▶ **Exercise brief**: A word-for-word copy of the data, pictures excluded, is what this task asks for.

(Joint position lists)
****************

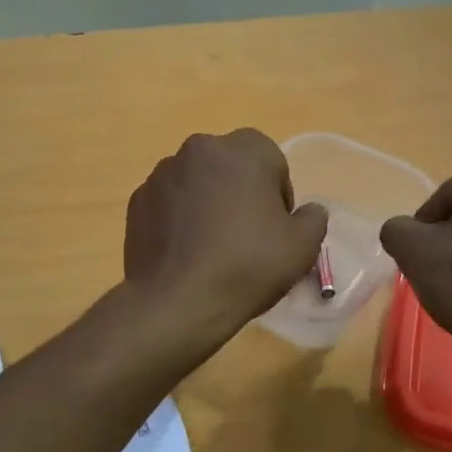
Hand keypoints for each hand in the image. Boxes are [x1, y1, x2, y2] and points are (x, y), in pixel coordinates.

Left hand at [124, 130, 328, 343]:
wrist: (177, 301)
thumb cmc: (247, 266)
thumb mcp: (302, 247)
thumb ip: (313, 218)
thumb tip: (308, 211)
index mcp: (242, 150)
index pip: (271, 159)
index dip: (278, 194)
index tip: (276, 227)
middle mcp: (199, 149)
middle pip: (231, 166)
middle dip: (241, 192)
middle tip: (247, 236)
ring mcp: (162, 174)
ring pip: (197, 182)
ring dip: (208, 202)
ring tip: (212, 246)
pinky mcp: (137, 201)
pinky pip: (169, 202)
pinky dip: (179, 218)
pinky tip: (185, 252)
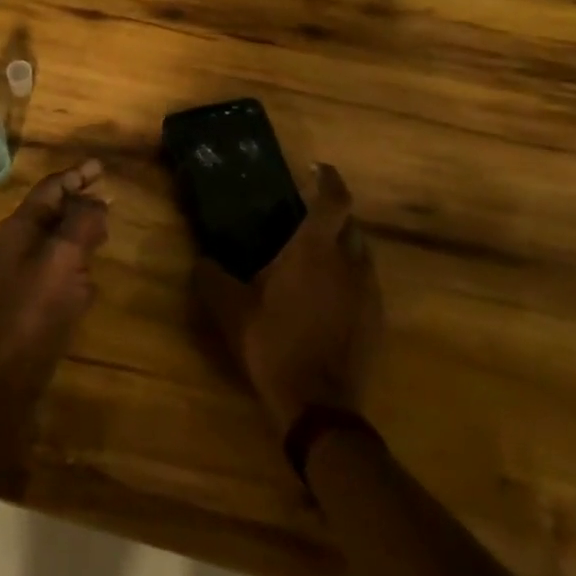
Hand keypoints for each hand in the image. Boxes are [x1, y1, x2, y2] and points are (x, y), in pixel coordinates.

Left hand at [0, 159, 108, 391]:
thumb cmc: (37, 305)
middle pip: (53, 210)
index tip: (102, 167)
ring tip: (104, 231)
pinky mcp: (32, 296)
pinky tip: (91, 275)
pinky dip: (76, 260)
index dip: (77, 175)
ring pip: (56, 238)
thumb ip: (82, 222)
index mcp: (20, 226)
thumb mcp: (64, 256)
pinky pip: (58, 266)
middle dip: (80, 202)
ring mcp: (23, 270)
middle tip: (109, 199)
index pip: (51, 189)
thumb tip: (96, 202)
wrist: (12, 368)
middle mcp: (18, 243)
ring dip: (80, 231)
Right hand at [195, 163, 380, 434]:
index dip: (328, 178)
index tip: (316, 168)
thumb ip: (212, 278)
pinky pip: (365, 284)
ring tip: (315, 259)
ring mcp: (368, 292)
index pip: (333, 199)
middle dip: (333, 215)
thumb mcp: (231, 309)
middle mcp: (349, 262)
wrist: (319, 406)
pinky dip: (349, 278)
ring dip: (342, 248)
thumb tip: (200, 261)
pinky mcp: (376, 320)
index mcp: (315, 249)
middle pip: (350, 224)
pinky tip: (326, 297)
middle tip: (306, 220)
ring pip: (361, 255)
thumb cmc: (274, 344)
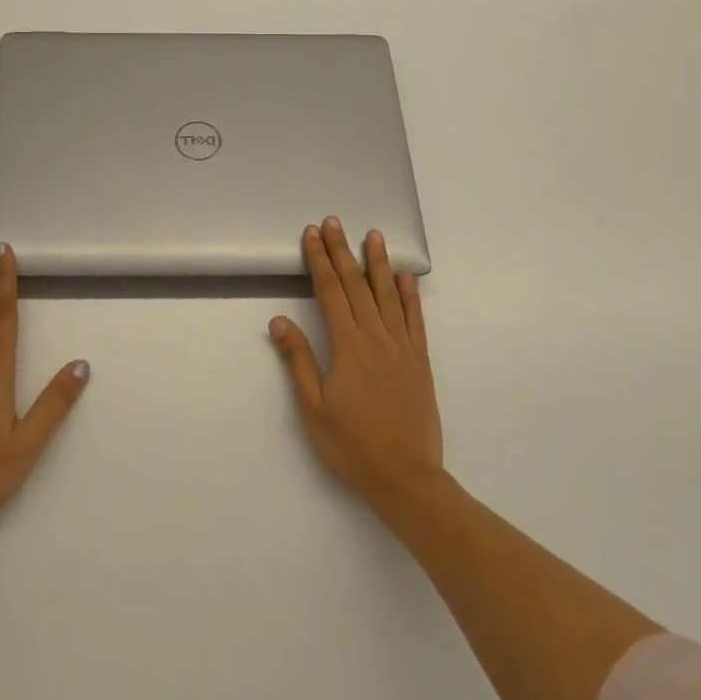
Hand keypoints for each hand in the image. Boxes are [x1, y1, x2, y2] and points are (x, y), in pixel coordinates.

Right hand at [269, 217, 444, 515]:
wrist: (406, 477)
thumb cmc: (351, 446)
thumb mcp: (313, 408)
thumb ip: (298, 361)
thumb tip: (279, 320)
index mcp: (348, 346)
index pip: (330, 292)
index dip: (319, 261)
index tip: (311, 235)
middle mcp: (376, 337)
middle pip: (356, 285)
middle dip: (342, 251)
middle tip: (334, 222)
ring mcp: (402, 347)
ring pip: (388, 295)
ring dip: (378, 263)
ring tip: (372, 235)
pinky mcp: (420, 361)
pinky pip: (415, 320)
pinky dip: (410, 296)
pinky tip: (406, 277)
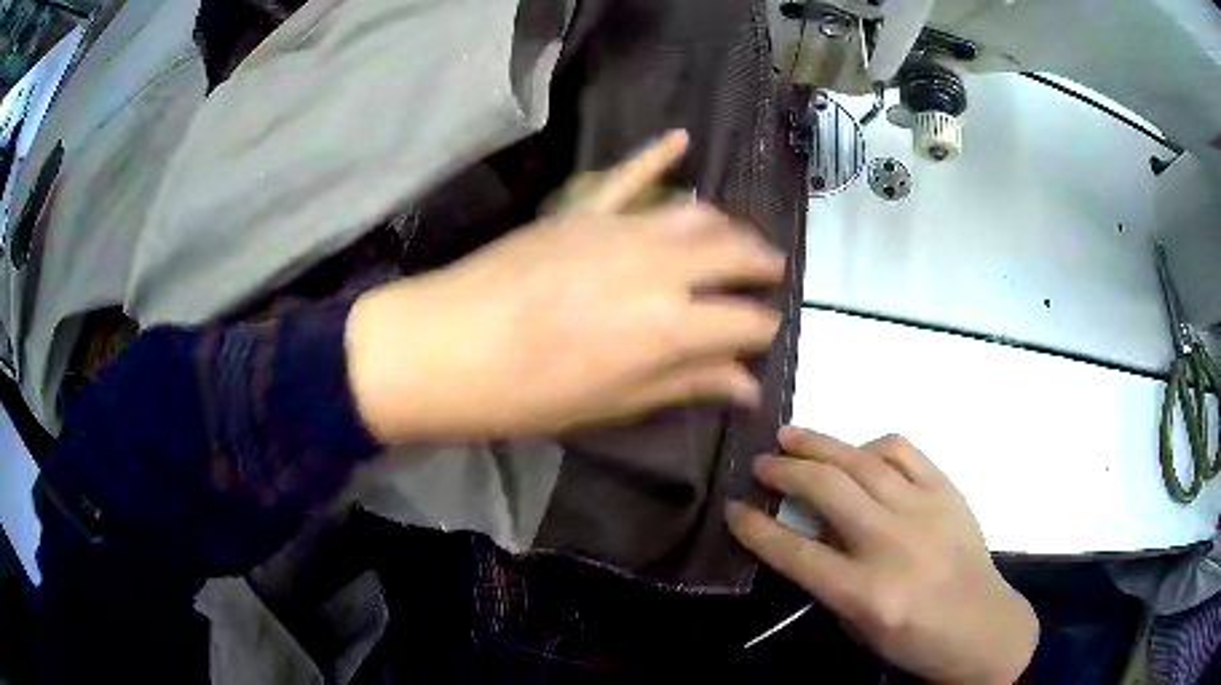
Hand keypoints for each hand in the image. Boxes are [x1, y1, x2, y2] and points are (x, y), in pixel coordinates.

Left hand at [345, 131, 785, 441]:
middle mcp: (659, 267)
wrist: (441, 349)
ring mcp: (617, 229)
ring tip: (740, 238)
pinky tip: (680, 138)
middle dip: (761, 266)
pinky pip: (627, 174)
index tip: (764, 338)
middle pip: (732, 254)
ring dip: (727, 225)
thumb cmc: (525, 396)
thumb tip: (746, 386)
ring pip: (694, 213)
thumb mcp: (612, 405)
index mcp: (670, 327)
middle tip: (773, 276)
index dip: (762, 330)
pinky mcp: (579, 211)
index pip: (745, 321)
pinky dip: (655, 155)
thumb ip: (685, 384)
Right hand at [727, 427, 1037, 684]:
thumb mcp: (859, 626)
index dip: (756, 528)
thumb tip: (807, 531)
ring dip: (820, 444)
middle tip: (760, 463)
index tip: (733, 508)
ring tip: (792, 436)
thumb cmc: (914, 640)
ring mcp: (924, 510)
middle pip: (827, 490)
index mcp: (866, 592)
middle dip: (784, 471)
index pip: (796, 552)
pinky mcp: (947, 491)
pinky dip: (872, 446)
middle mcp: (892, 543)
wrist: (981, 626)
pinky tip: (858, 453)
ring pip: (862, 460)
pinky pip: (903, 451)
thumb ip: (829, 580)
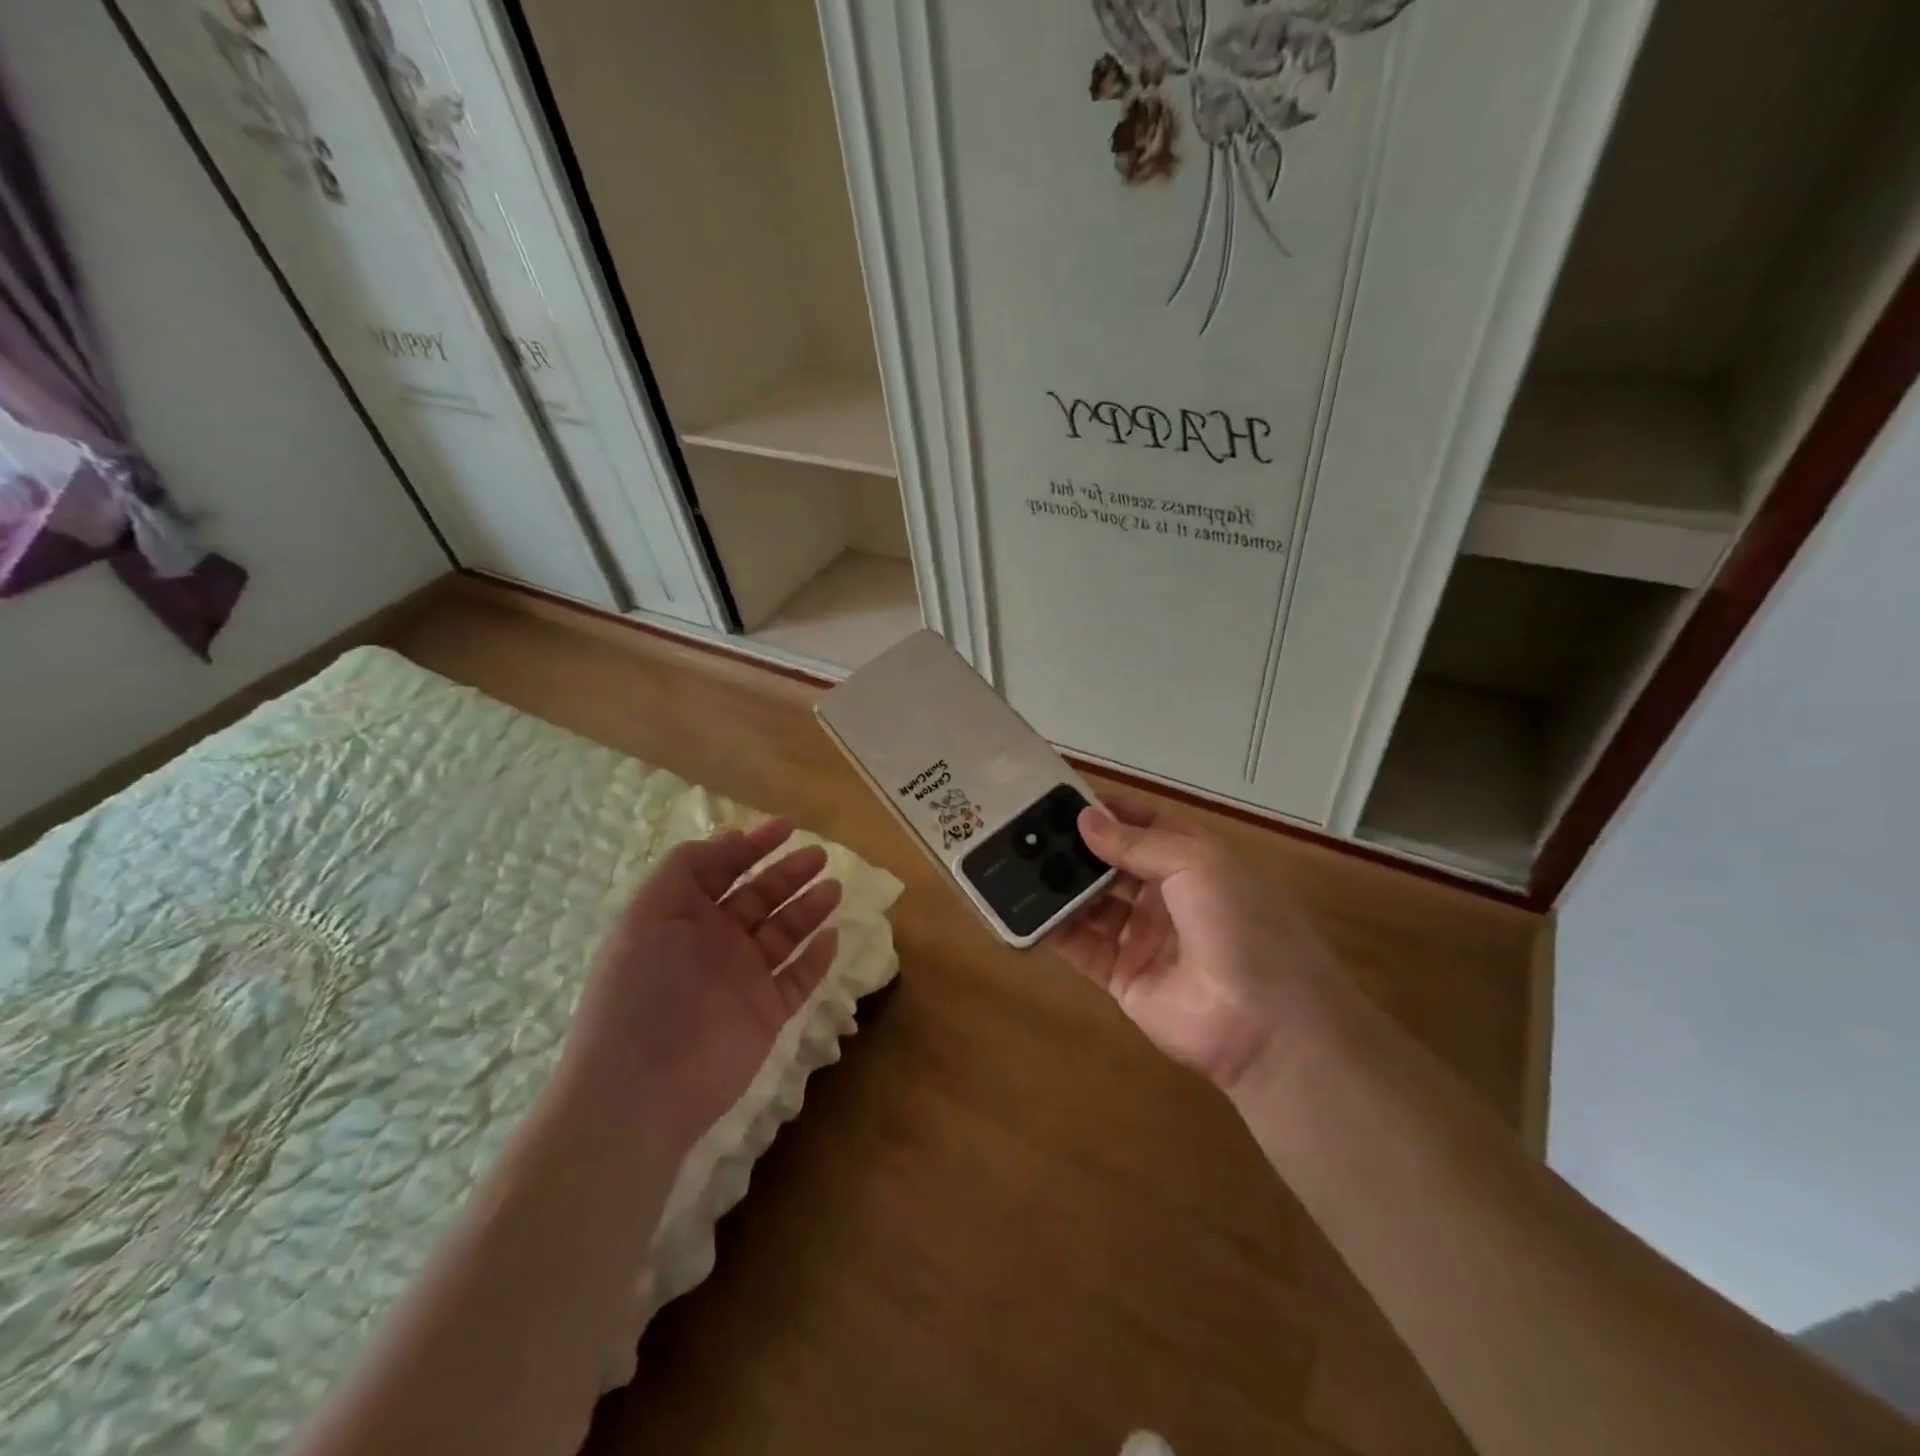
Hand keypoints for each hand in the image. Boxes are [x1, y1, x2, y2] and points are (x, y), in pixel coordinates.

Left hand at [555, 819, 842, 1153]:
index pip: (722, 870)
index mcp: (682, 916)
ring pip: (784, 934)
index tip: (786, 827)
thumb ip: (686, 867)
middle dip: (787, 873)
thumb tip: (728, 837)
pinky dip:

****************

▶ **Solution**:
Hand keypoints for each hand in the image. Boxes are [x1, y1, x2, y2] and points are (x, y), in pixel coordinates.

Left hand at [124, 130, 328, 343]:
wrist: (177, 301)
thumb cmc: (247, 266)
thumb mcp: (302, 247)
thumb ip: (313, 218)
thumb tip: (308, 211)
index mcp: (242, 150)
index pip: (271, 159)
index dip: (278, 194)
index tip: (276, 227)
middle mcp: (199, 149)
middle pip: (231, 166)
middle dip: (241, 192)
middle tip: (247, 236)
ring mcp: (162, 174)
ring pip: (197, 182)
ring dip: (208, 202)
ring tip: (212, 246)
pinky mcp: (137, 201)
pinky pip: (169, 202)
pinky dip: (179, 218)
pinky tip: (185, 252)
Hand keypoints for each hand in the image. Boxes are [x1, y1, x2, y2] and points are (x, y), in pixel coordinates.

Left hand at [0, 159, 108, 391]:
thumb cmc: (37, 305)
middle pip: (53, 210)
index tip: (102, 167)
ring tip: (104, 231)
pinky mcp: (32, 296)
pinky tip: (91, 275)
pinky dip: (76, 260)
index dip: (77, 175)
ring pip: (56, 238)
thumb ip: (82, 222)
index mcp: (20, 226)
thumb mcp: (64, 256)
pinky pip: (58, 266)
middle dip: (80, 202)
ring mcp: (23, 270)
middle tip: (109, 199)
index pip: (51, 189)
thumb tip: (96, 202)
wrist: (12, 368)
middle mcp: (18, 243)
ring dip: (80, 231)
Right hand at [195, 163, 380, 434]:
index dip: (328, 178)
index tip: (316, 168)
thumb ip: (212, 278)
pinky pip: (365, 284)
ring tip: (315, 259)
ring mcp: (368, 292)
index pip: (333, 199)
middle dip: (333, 215)
thumb mcp: (231, 309)
middle mcp: (349, 262)
wrist: (319, 406)
pinky dip: (349, 278)
ring dip: (342, 248)
thumb tip: (200, 261)
pinky mcp: (376, 320)
index mcp: (315, 249)
middle pip: (350, 224)
pinky tip: (326, 297)
middle tip: (306, 220)
ring pip: (361, 255)
thumb cmc: (274, 344)
Hand keypoints for each hand in the image. Boxes are [x1, y1, x2, y2] and points are (x, y), in pixel coordinates.

Right hand at [269, 217, 444, 515]:
wrist: (406, 477)
thumb cmc: (351, 446)
thumb mcp: (313, 408)
thumb ip: (298, 361)
thumb tip: (279, 320)
index mcp: (348, 346)
index pip: (330, 292)
index dip: (319, 261)
index tip: (311, 235)
middle mcp: (376, 337)
middle pip: (356, 285)
middle dip: (342, 251)
middle tip: (334, 222)
ring mcp: (402, 347)
ring pip: (388, 295)
ring dip: (378, 263)
ring tip: (372, 235)
pinky mcp: (420, 361)
pinky pip: (415, 320)
pinky dip: (410, 296)
pinky tip: (406, 277)
Hand keypoints for each hand in the image. Boxes are [x1, y1, x2, y2] and points are (x, y), in pixel coordinates.

Left hand at [345, 131, 785, 441]:
middle mcp: (659, 267)
wrist: (441, 349)
ring mcp: (617, 229)
ring tip: (740, 238)
pinky tip: (680, 138)
middle dip: (761, 266)
pinky pip: (627, 174)
index tip: (764, 338)
middle pip: (732, 254)
ring dip: (727, 225)
thumb cmc: (525, 396)
thumb tip: (746, 386)
ring pip: (694, 213)
thumb mcp: (612, 405)
index mcp: (670, 327)
middle tip: (773, 276)
index dip: (762, 330)
pinky mcp: (579, 211)
index pip: (745, 321)
pinky dip: (655, 155)
thumb ip: (685, 384)
Right hand at [727, 427, 1037, 684]:
thumb mcp: (859, 626)
index dip: (756, 528)
thumb tip: (807, 531)
ring dip: (820, 444)
middle tip: (760, 463)
index tip: (733, 508)
ring tip: (792, 436)
thumb cmc: (914, 640)
ring mcp: (924, 510)
middle pip: (827, 490)
index mcp: (866, 592)
middle dip: (784, 471)
index pip: (796, 552)
pinky mcp: (947, 491)
pinky dip: (872, 446)
middle mcp: (892, 543)
wrist: (981, 626)
pinky tip: (858, 453)
ring pip: (862, 460)
pinky pip: (903, 451)
thumb ip: (829, 580)
Hand keypoints for each hand in the image. Boxes are [x1, y1, x2, y2] and points are (x, y), in pixel coordinates.

Left hand at [555, 819, 842, 1153]:
index pip: (722, 870)
index mcp: (682, 916)
ring pip: (784, 934)
index tip: (786, 827)
thumb ip: (686, 867)
middle dip: (787, 873)
thumb tip: (728, 837)
pinky dip:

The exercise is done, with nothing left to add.